Hopefully, you will take my advice bc this really could be a fantastic read.
This review will be written in three parts, first is an analysis of the story, second will be on the writing style, and third will be the conclusion.
Story:
Aside from some cliches, and a generic fantasy world, the story is quite enjoyable. Cliches are cliches because people like them, right?
I will completely look over the fact the author turned the MC into a 12-year-old boy, though, because it will provide the MC with four years to grow their pool of MP.
The MC used Fireball and Inspect, but when creating a "bo", no spell was used. It felt weird. Saying the MC used water magic, nature magic, fire magic, or earth magic (you get the point) without showing us how also comes off as lazy writing. It might be better to remove fireball completely if the author intends to have magic-users in this world directly influence the world by using mana rather than using 'spells'.

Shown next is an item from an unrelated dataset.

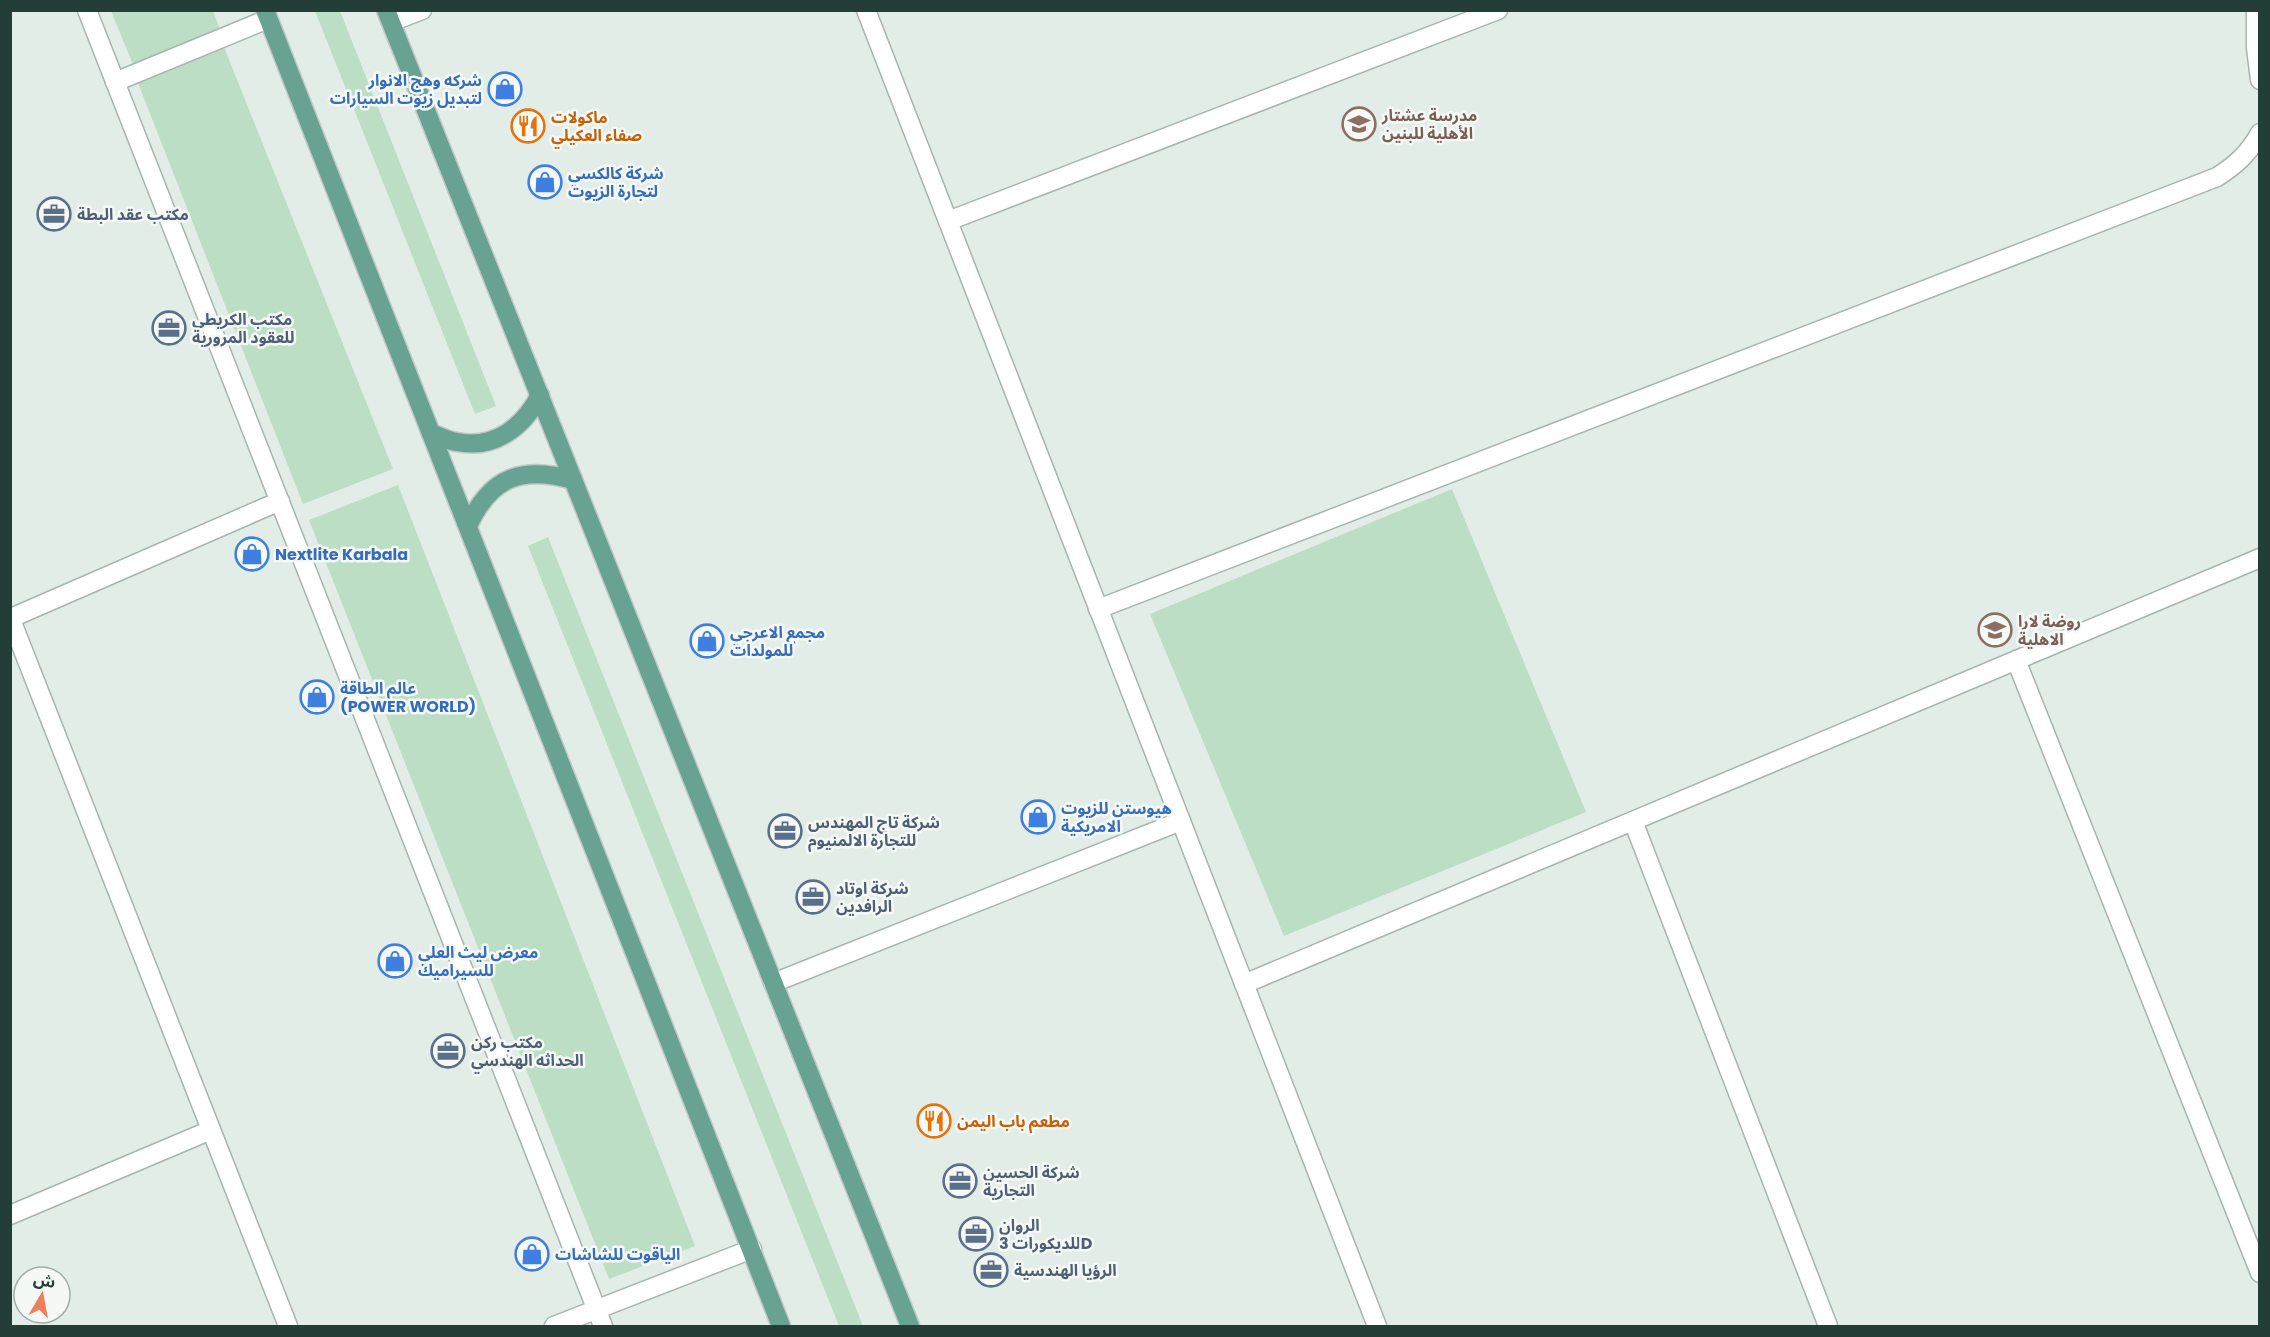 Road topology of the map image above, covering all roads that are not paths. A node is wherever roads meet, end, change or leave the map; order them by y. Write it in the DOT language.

I do, however, like the fact that magic isn't learned like a list of spells in most novels like this. You have to get the spell right, and your mana takes care of the rest.
Within five chapters, the author skipped over the MC learning a lot of magic as well. There were several leaps in time where we could have gotten to know the main character and their new friend over another chapter or two, but that possibility was removed when several months or so were skipped.
Now, for the writing style:
As I say, with many of the novels here on WN, we need less telling and more showing. To explain quickly: using had/have/was will either be an easy way to avoid showing the reader what's happening, add unnecessary words to a sentence, or create sentences with less readability. So much telling.
The more 'glue' words in a sentence, the longer it is, and usually, the less information it provides to the reader.
Reading the MC speak and then move straight into internal monologue is pretty jarring, and there's no need to put extra thoughts within brackets and quotation marks when everything else is the MC's thoughts. Cutting out the thoughts within the internal monologue would make sense.
Many words could be replaced with much more impactful ones, sometimes making senses feel a little flatter.
A couple of times, the author used the present tense, and the novel is written primarily in the past tense. Using words such as 'now' or 'is' outside of dialogue can create a jarring moment.
Conclusion:
The Author is new to this, it's easy to see, but they have potential. The world they are creating is forming nicely, although slowly, throughout the chapters, and I enjoyed what I read. The main character could feel more his age since he was at least in his thirties, from what the prologue provided. With a decent amount of structural editing and copyediting, this novel could improve greatly. I would like to come back to this novel in the future and update my review with a more favourable one.